Consequence for pulling – Quick right about turn
This method is particularly useful for when a dog lunges. As soon as he pulls ahead or lunges, allow your right arm (which is holding the end of the lead) to come across your body as you complete a sharp right about turn 180° on the spot and smartly march 3-4 paces in the direction you have just come from; the weight of your body and the turn will enable even the largest dog to be maneuvered under control.

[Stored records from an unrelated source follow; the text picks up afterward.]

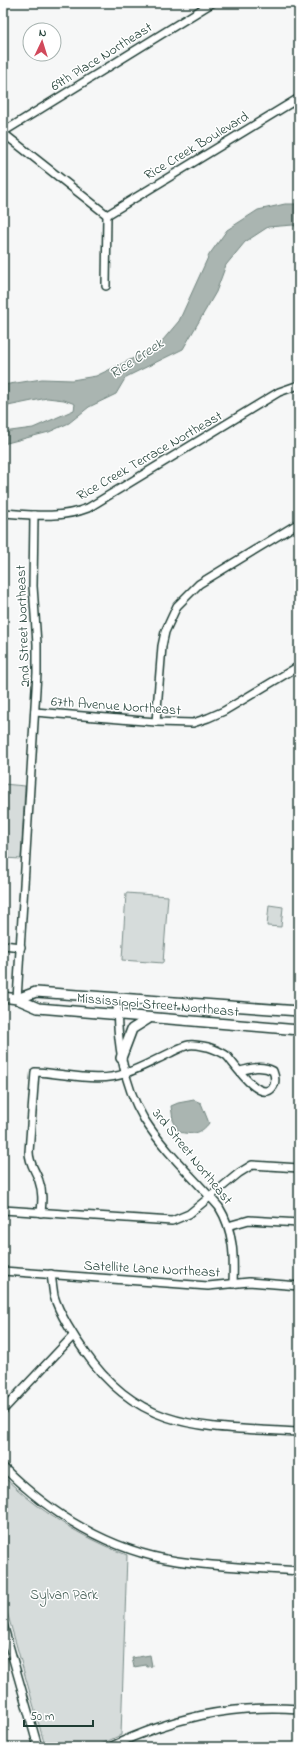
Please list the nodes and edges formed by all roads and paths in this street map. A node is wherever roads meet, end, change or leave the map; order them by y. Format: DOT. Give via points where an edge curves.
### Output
graph roads {
  1 [pos="212,3"];
  2 [pos="299,98"];
  3 [pos="3,132"];
  4 [pos="107,215"];
  5 [pos="106,286"];
  6 [pos="299,385"];
  7 [pos="3,513"];
  8 [pos="34,515"];
  9 [pos="299,523"];
  10 [pos="299,666"];
  11 [pos="35,712"];
  12 [pos="156,722"];
  13 [pos="3,945"];
  14 [pos="21,947"];
  15 [pos="3,997"];
  16 [pos="117,998"];
  17 [pos="17,999"];
  18 [pos="299,1010"];
  19 [pos="117,1015"];
  20 [pos="150,1018"];
  21 [pos="299,1030"];
  22 [pos="121,1058"];
  23 [pos="240,1071"];
  24 [pos="125,1074"];
  25 [pos="299,1168"];
  26 [pos="210,1197"];
  27 [pos="3,1210"];
  28 [pos="41,1213"];
  29 [pos="299,1223"];
  30 [pos="228,1226"];
  31 [pos="3,1271"];
  32 [pos="51,1274"];
  33 [pos="233,1284"];
  34 [pos="299,1286"];
  35 [pos="73,1336"];
  36 [pos="3,1410"];
  37 [pos="299,1432"];
  38 [pos="3,1467"];
  39 [pos="299,1571"];
  40 [pos="3,1624"];
  41 [pos="299,1709"];
  42 [pos="38,1747"];
  43 [pos="110,1747"];
  1 -- 3 [label="street, 69th Place Northeast"];
  2 -- 4 [label="street, Rice Creek Boulevard"];
  3 -- 4 [label="street"];
  4 -- 5 [label="street"];
  6 -- 8 [label="street, Rice Creek Terrace Northeast" via="279,392 88,508 62,515"];
  7 -- 8 [label="street, Rice Creek Terrace Northeast"];
  8 -- 11 [label="street, 2nd Street Northeast" via="33,586 37,644"];
  9 -- 12 [label="street" via="199,584 177,606 165,632 162,646"];
  10 -- 12 [label="street, 67th Avenue Northeast" via="208,718 193,723"];
  11 -- 12 [label="street, 67th Avenue Northeast"];
  11 -- 14 [label="street, 2nd Street Northeast"];
  13 -- 14 [label="street"];
  14 -- 17 [label="street, 2nd Street Northeast"];
  15 -- 17 [label="street, Mississippi Street Northeast"];
  16 -- 17 [label="street, Mississippi Street Northeast" via="36,992"];
  16 -- 18 [label="street, Mississippi Street Northeast"];
  16 -- 19 [label="street, 3rd Street Northeast"];
  17 -- 19 [label="street, Mississippi Street Northeast" via="38,1008"];
  19 -- 20 [label="street, Mississippi Street Northeast"];
  19 -- 22 [label="street, 3rd Street Northeast" via="117,1037"];
  20 -- 21 [label="street, Mississippi Street Northeast"];
  20 -- 22 [label="street" via="132,1029"];
  22 -- 24 [label="street, 3rd Street Northeast"];
  23 -- 23 [label="street" via="256,1089 263,1091 274,1086 275,1077 273,1071 268,1068 252,1067"];
  23 -- 24 [label="street" via="226,1056 216,1050 189,1045"];
  24 -- 26 [label="street, 3rd Street Northeast" via="144,1118 154,1133"];
  24 -- 28 [label="street" via="95,1078 36,1072 28,1152 42,1190"];
  25 -- 26 [label="street" via="252,1165"];
  26 -- 28 [label="street" via="189,1214 172,1221"];
  26 -- 30 [label="street, 3rd Street Northeast" via="222,1212"];
  27 -- 28 [label="street"];
  29 -- 30 [label="street" via="249,1220"];
  30 -- 33 [label="street, 3rd Street Northeast" via="232,1241"];
  31 -- 32 [label="street, Satellite Lane Northeast"];
  32 -- 33 [label="street, Satellite Lane Northeast" via="208,1286"];
  32 -- 35 [label="street" via="54,1296"];
  33 -- 34 [label="street, Satellite Lane Northeast" via="258,1282"];
  35 -- 36 [label="street"];
  35 -- 37 [label="street" via="111,1384 143,1408 163,1417 202,1426"];
  38 -- 39 [label="street" via="57,1513 78,1526 127,1548 176,1561"];
  40 -- 42 [label="street"];
  41 -- 43 [label="street" via="237,1709 213,1712 156,1727"];
}
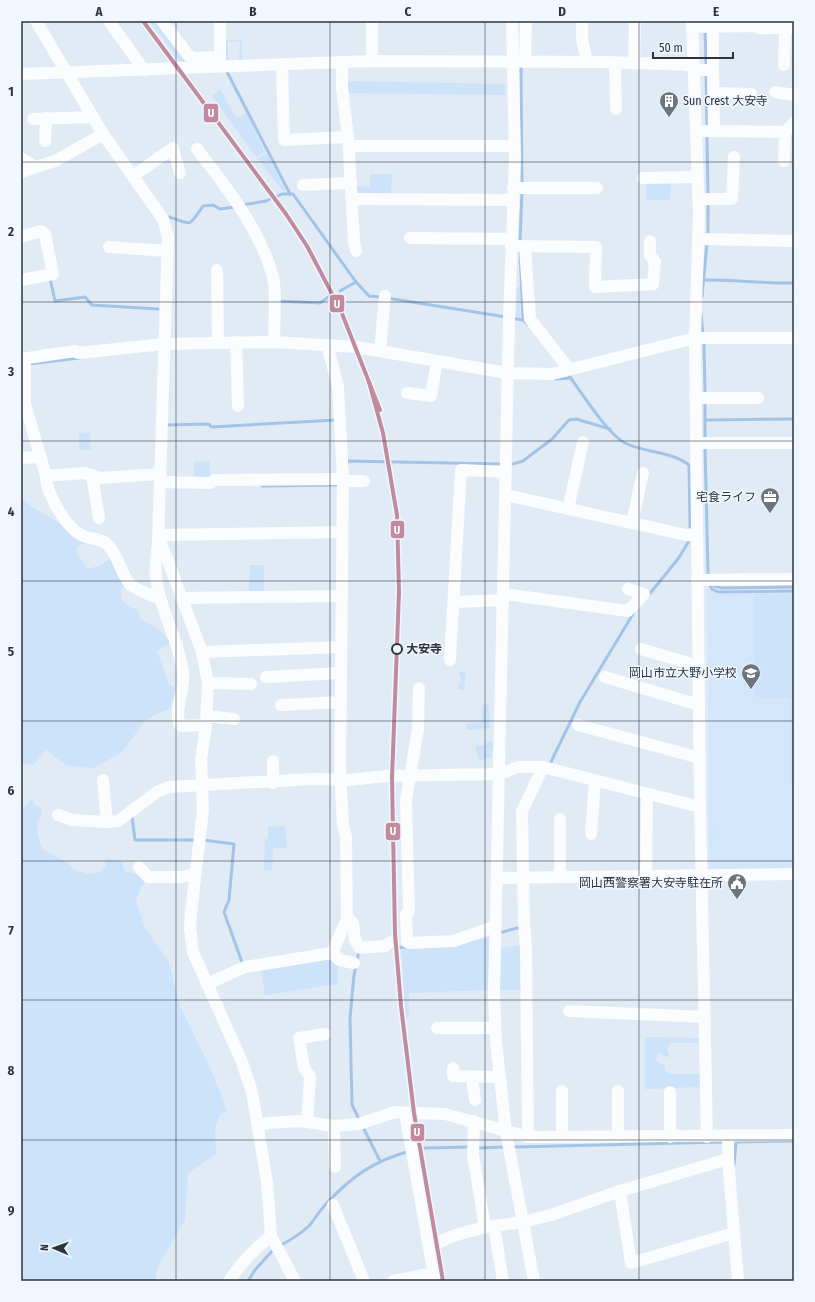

A Dog That ‘Puts The Brakes on’
Firstly we need to ascertain why your dog is refusing to move, so briefly check to see if your dog is needing to pee or defecate. If it is due to being fearful to a particular stimulus or sight briefly encourage your dog as you take a large curve out of the way of the perceived ‘fearful stimulus’ (it may even be necessary to cross the road).
Step 1
If you find that your dog is simply ‘dragging his heels’, the best thing to do is to keep walking. (If you stop, you will only be rewarding his demands for you to stop). As soon as the lead slackens between you both, and he starts to catch you up, encourage him verbally with a big smile. Then, after he maintains walking to heel by your side for two to three paces, reward him verbally and then with a small piece of food.
Step 2
Then for the next two to three days start to condition him on all walks, if he walks well for ten paces, reward him with ‘Good’ and immediately give him a small piece of food (more frequently if there is a distraction).
Step 3
After this is being maintained without too many full stops from your dog, build up to approximately twenty paces of good heeling before saying ‘Good’ and offering a reward. Rewards can then gradually start to vary in type and amounts of food, games or verbal and physical praise.
Bonus Tip
Keeping him surprised with the reward you offer and being unpredictable in your speed and course of direction will all help your dog improve in walking on a loose lead.